🤖 AI Summary
This work addresses the challenge of energy-efficient sleep control in mobile networks under long-term, time-averaged quality-of-service (QoS) constraints, which renders the optimization problem non-Markovian. To tackle this, the study introduces Reward Machines into this domain for the first time, leveraging abstract states to explicitly track historical QoS violations. This enables a reinforcement learning agent to balance immediate energy savings with long-term QoS guarantees despite the non-Markovian environment. The proposed approach effectively models temporal average QoS constraints and facilitates efficient sleep scheduling across diverse traffic loads. It significantly reduces energy consumption while satisfying stringent requirements—such as packet loss rates for delay-sensitive services and throughput targets for constant-bit-rate users—thereby offering a scalable new paradigm for network resource management.
📝 Abstract
Energy efficiency in mobile networks is crucial for sustainable telecommunications infrastructure, particularly as network densification continues to increase power consumption. Sleep mechanisms for the components in mobile networks can reduce energy use, but deciding which components to put to sleep, when, and for how long while preserving quality of service (QoS) remains a difficult optimisation problem. In this paper, we utilise reinforcement learning with reward machines (RMs) to make sleep-control decisions that balance immediate energy savings and long-term QoS impact, i.e. time-averaged packet drop rates for deadline-constrained traffic and time-averaged minimum-throughput guarantees for constant-rate users.

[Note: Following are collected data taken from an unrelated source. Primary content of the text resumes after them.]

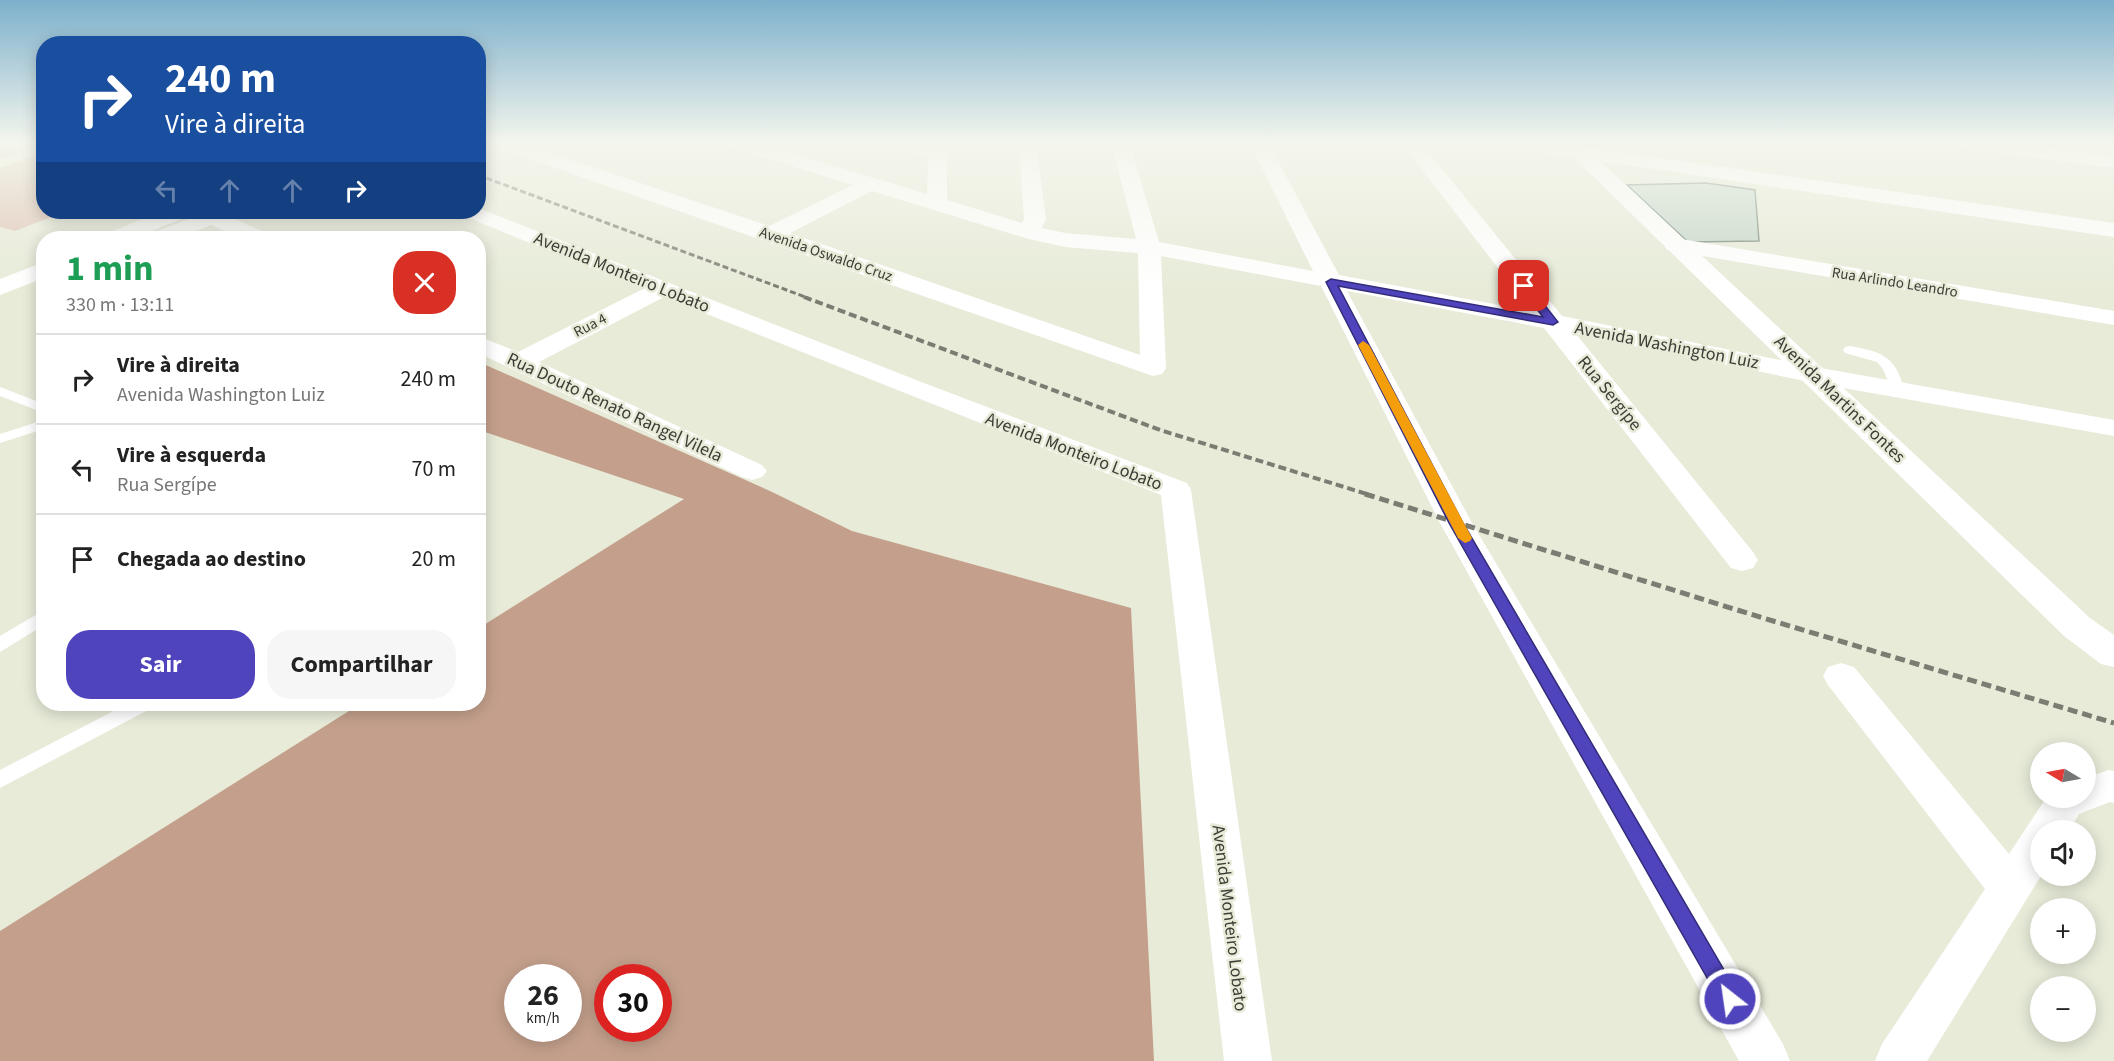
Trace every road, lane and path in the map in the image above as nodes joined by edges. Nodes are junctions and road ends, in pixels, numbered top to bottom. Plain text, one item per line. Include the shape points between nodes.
1 (645, 192) edge
2 (855, 192) edge
3 (900, 192) edge
4 (937, 192) edge
5 (1032, 192) edge
6 (1134, 192) edge
7 (1284, 192) edge
8 (1449, 192) edge
9 (1620, 192) edge
10 (1877, 192) edge
11 (937, 203) junction
12 (486, 218) edge
13 (161, 219) edge
14 (206, 219) edge
15 (226, 219) edge
16 (2114, 230) edge
17 (133, 231) edge
18 (177, 231) edge
19 (246, 231) edge
20 (1029, 232) junction
21 (771, 234) junction
22 (1676, 245) junction
23 (1149, 247) junction
24 (36, 273) edge
25 (1331, 282) junction
26 (0, 288) edge
27 (662, 289) junction
28 (2114, 318) edge
29 (1553, 322) junction
30 (486, 347) edge
31 (1850, 350) dead end
32 (518, 362) junction
33 (1815, 375) junction
34 (1897, 388) junction
35 (0, 392) edge
36 (36, 406) edge
37 (36, 427) edge
38 (2114, 428) edge
39 (0, 440) edge
40 (752, 471) dead end
41 (1743, 560) dead end
42 (2013, 566) junction
43 (36, 621) edge
44 (2114, 628) edge
45 (0, 645) edge
46 (2114, 654) edge
47 (1841, 676) dead end
48 (130, 711) edge
49 (0, 780) edge
50 (2114, 787) edge
51 (2096, 791) edge
52 (2030, 857) edge
53 (2010, 888) junction
54 (1248, 1061) edge
55 (1766, 1061) edge
56 (1899, 1061) edge

1 - 21 street, Avenida Oswaldo Cruz
2 - 21 street
3 - 11 street, Avenida Washington Luiz
4 - 11 street
5 - 20 street via 1035,219
6 - 23 street
7 - 25 street
8 - 29 street, Rua Sergípe
9 - 22 street, Avenida Martins Fontes
10 - 16 street
11 - 20 street, Avenida Washington Luiz
12 - 27 street, Avenida Monteiro Lobato
13 - 17 street
14 - 18 street
15 - 19 street
20 - 23 street, Avenida Washington Luiz via 1065,240
21 - 23 street, Avenida Oswaldo Cruz via 1153,368
22 - 28 street, Rua Arlindo Leandro
22 - 33 street, Avenida Martins Fontes
23 - 25 street, Avenida Washington Luiz
24 - 26 street
25 - 29 street, Avenida Washington Luiz
25 - 55 street via 1456,523
27 - 32 street, Rua 4
27 - 54 street, Avenida Monteiro Lobato via 1176,490
29 - 33 street, Avenida Washington Luiz
29 - 41 street, Rua Sergípe
30 - 32 street, Rua Douto Renato Rangel Vilela
31 - 34 lane via 1888,362
32 - 40 street, Rua Douto Renato Rangel Vilela
33 - 34 street, Avenida Washington Luiz
33 - 42 street, Avenida Martins Fontes
34 - 38 street, Avenida Washington Luiz
35 - 36 lane
37 - 39 lane
42 - 44 street
42 - 46 street, Avenida Martins Fontes via 2077,627
43 - 45 lane
47 - 53 street
48 - 49 lane
50 - 51 street
52 - 53 street
53 - 56 street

A challenge is that time-averaged constraints depend on cumulative performance over time rather than immediate performance. As a result, the effective reward is non-Markovian, and optimal actions depend on operational history rather than the instantaneous system state. RMs account for the history dependence by maintaining an abstract state that explicitly tracks the QoS constraint violations over time. Our framework provides a principled, scalable approach to energy management for next-generation mobile networks under diverse traffic patterns and QoS requirements.